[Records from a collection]
━━━━━━━━

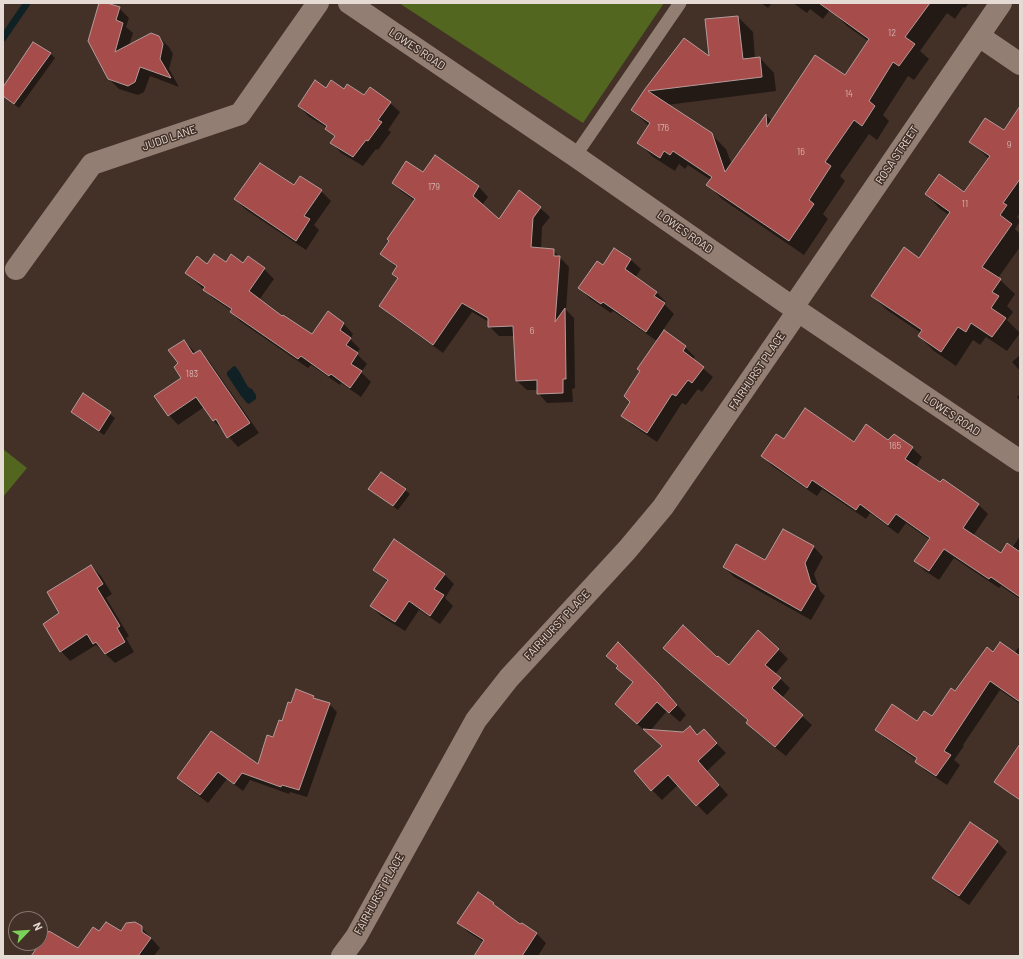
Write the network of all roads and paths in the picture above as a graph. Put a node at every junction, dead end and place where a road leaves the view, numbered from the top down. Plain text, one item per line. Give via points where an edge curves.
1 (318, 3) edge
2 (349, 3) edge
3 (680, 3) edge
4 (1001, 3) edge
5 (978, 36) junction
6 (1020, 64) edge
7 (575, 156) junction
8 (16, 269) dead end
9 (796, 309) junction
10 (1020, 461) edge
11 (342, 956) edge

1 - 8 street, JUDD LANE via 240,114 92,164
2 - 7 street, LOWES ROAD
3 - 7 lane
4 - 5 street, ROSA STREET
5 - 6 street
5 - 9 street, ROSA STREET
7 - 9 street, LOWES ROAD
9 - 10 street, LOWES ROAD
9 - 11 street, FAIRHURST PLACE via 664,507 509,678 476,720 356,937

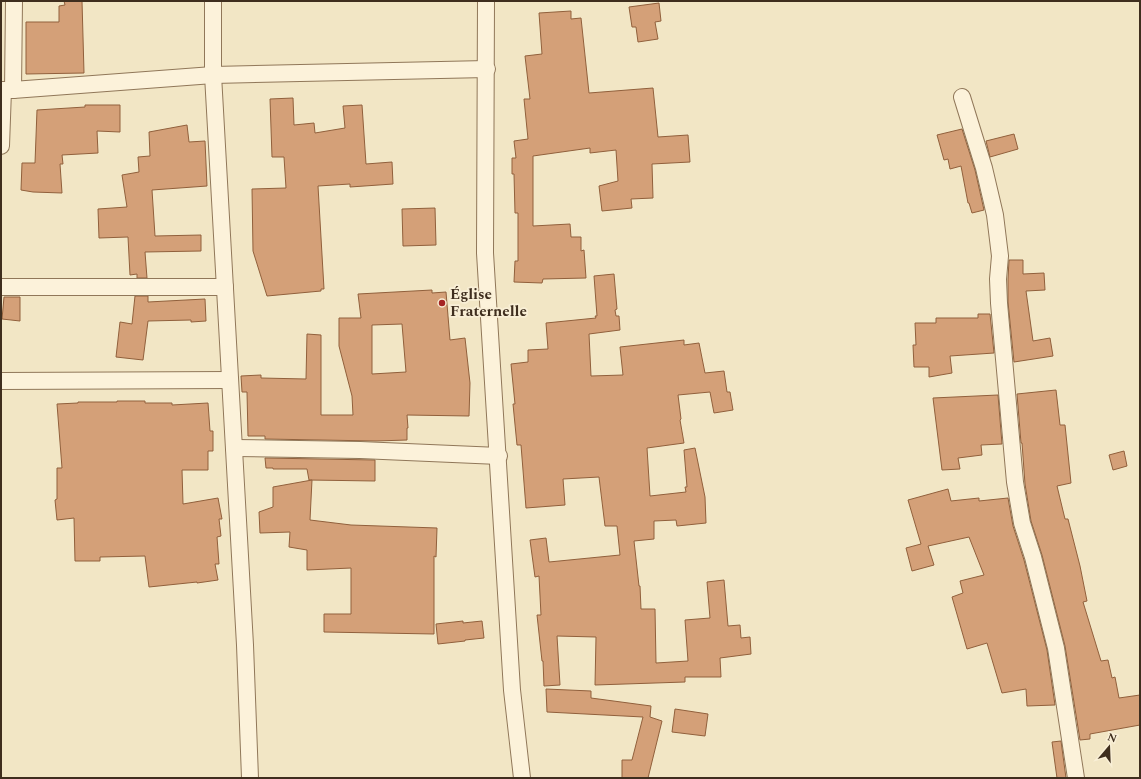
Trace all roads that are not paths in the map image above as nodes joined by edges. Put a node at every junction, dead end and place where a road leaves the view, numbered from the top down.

━━━━━━━━

- Work instructions
Leaving the pictures aside, write out the entries above exactly.

- Solution
Write the network of all roads and paths in the picture above as a graph. Put a node at every junction, dead end and place where a road leaves the view, numbered from the top down. Plain text, one item per line. Give via points where an edge curves.
1 (318, 3) edge
2 (349, 3) edge
3 (680, 3) edge
4 (1001, 3) edge
5 (978, 36) junction
6 (1020, 64) edge
7 (575, 156) junction
8 (16, 269) dead end
9 (796, 309) junction
10 (1020, 461) edge
11 (342, 956) edge

1 - 8 street, JUDD LANE via 240,114 92,164
2 - 7 street, LOWES ROAD
3 - 7 lane
4 - 5 street, ROSA STREET
5 - 6 street
5 - 9 street, ROSA STREET
7 - 9 street, LOWES ROAD
9 - 10 street, LOWES ROAD
9 - 11 street, FAIRHURST PLACE via 664,507 509,678 476,720 356,937

Trace all roads that are not paths in the map image above as nodes joined by edges. Put a node at every junction, dead end and place where a road leaves the view, numbered from the top down.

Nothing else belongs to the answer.